Work required — Would you go through the records below and copy each line with the string "Extension"?

--- Information supplied ---

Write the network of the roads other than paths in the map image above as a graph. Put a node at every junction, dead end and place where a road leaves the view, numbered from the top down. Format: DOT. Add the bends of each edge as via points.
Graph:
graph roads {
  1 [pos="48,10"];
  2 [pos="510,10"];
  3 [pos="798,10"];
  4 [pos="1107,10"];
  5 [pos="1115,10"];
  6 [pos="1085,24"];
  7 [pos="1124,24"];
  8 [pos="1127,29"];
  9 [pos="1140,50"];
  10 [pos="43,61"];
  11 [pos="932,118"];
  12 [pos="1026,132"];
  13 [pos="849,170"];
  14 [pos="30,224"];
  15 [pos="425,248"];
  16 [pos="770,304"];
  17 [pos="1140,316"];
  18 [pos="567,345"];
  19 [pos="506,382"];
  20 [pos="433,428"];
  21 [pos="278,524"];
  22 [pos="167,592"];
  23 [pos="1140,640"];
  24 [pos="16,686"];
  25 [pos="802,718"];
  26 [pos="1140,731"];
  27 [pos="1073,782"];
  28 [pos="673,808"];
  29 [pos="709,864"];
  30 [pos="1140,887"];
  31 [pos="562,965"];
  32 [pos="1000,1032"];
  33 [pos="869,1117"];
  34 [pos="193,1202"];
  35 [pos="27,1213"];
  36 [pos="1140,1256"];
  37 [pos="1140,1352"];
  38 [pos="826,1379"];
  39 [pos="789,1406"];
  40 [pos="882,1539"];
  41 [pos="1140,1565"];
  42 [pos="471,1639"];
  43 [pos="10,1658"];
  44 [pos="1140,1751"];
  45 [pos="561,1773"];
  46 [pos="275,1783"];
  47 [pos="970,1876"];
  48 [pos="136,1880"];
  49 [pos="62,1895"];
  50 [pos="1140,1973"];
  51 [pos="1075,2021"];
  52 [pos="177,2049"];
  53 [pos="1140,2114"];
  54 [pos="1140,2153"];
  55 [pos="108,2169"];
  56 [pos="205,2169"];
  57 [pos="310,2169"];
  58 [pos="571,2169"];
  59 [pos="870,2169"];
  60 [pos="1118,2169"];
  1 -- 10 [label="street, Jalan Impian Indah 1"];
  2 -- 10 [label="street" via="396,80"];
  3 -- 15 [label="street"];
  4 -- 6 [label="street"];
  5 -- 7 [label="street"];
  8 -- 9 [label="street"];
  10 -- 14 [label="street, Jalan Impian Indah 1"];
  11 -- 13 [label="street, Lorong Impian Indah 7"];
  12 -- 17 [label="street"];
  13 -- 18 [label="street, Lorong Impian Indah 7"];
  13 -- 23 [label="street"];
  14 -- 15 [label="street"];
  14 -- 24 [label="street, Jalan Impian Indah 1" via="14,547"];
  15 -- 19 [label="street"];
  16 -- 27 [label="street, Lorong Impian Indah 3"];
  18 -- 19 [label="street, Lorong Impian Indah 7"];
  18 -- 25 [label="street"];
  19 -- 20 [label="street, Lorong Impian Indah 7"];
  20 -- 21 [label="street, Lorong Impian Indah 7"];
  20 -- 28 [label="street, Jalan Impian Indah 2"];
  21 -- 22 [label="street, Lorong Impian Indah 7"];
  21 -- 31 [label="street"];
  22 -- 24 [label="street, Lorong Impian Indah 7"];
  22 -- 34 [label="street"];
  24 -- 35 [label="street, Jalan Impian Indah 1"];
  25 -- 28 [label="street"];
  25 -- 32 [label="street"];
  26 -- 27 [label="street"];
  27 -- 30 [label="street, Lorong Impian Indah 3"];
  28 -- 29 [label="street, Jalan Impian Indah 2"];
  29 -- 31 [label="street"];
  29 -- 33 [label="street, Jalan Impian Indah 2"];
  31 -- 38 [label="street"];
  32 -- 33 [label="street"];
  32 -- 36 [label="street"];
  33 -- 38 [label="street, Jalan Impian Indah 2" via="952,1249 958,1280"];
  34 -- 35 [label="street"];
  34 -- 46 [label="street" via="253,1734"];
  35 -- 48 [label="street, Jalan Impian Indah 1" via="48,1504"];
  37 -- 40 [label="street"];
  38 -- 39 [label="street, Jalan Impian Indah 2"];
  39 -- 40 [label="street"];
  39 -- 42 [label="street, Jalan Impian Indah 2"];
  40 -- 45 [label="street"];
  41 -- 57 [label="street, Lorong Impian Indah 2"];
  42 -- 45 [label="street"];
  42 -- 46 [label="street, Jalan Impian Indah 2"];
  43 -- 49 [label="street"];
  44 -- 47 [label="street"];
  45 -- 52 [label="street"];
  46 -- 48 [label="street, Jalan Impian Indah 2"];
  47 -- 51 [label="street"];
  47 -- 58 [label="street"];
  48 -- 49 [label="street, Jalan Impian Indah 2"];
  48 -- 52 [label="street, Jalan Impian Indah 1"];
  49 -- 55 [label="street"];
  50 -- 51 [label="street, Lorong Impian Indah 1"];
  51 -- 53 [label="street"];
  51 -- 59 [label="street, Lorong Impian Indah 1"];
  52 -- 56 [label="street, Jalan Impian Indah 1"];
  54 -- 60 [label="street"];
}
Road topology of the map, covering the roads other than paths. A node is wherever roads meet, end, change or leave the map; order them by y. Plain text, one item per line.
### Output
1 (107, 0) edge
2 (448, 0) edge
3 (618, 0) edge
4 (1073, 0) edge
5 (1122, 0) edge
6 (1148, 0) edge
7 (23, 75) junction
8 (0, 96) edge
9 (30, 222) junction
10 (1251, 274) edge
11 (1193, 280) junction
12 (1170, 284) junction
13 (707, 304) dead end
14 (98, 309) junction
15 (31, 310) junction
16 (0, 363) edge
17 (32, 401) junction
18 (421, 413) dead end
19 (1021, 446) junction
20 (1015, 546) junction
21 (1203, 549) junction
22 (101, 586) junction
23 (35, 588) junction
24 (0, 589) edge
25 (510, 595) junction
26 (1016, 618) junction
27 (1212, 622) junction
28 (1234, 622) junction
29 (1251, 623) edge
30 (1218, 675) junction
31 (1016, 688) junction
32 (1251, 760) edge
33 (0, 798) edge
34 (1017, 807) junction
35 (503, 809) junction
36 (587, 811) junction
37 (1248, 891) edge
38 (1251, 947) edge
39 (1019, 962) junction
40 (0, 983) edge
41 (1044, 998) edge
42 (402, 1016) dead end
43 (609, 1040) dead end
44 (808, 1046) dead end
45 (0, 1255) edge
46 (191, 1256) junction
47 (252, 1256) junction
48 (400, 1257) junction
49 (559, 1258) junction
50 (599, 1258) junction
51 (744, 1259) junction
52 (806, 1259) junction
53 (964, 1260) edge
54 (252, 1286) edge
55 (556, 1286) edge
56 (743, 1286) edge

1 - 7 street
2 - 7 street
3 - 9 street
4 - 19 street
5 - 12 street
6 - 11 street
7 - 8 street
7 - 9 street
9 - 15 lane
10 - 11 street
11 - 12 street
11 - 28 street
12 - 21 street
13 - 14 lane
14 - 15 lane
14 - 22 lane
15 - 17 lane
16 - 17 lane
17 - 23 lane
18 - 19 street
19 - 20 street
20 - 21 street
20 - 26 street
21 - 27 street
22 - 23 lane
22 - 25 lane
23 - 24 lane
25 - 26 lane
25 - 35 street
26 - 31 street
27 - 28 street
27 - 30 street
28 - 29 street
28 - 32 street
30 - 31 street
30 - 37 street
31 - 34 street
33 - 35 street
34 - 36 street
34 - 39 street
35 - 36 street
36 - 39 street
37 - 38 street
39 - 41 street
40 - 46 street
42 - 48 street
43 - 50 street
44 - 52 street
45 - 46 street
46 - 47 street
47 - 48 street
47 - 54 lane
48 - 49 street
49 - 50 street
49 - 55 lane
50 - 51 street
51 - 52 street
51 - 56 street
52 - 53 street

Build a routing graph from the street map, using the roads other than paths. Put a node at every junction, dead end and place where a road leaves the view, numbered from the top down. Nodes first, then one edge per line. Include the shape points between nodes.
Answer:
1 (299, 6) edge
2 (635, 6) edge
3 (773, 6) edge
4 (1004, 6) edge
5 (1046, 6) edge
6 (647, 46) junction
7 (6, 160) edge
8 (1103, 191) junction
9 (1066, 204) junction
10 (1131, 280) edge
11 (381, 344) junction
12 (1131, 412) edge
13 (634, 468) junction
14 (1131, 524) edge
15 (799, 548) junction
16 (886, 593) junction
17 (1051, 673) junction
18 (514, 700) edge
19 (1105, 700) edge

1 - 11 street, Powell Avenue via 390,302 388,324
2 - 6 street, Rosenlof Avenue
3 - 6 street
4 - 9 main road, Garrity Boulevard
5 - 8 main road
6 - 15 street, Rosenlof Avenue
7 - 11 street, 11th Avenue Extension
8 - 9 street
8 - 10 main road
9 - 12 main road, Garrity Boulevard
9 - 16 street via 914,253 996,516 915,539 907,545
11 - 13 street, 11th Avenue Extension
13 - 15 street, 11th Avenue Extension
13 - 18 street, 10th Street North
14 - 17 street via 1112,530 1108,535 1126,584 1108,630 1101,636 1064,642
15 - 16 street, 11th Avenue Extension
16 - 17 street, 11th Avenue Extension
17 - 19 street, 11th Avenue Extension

---

Output —
7 - 11 street, 11th Avenue Extension
11 - 13 street, 11th Avenue Extension
13 - 15 street, 11th Avenue Extension
15 - 16 street, 11th Avenue Extension
16 - 17 street, 11th Avenue Extension
17 - 19 street, 11th Avenue Extension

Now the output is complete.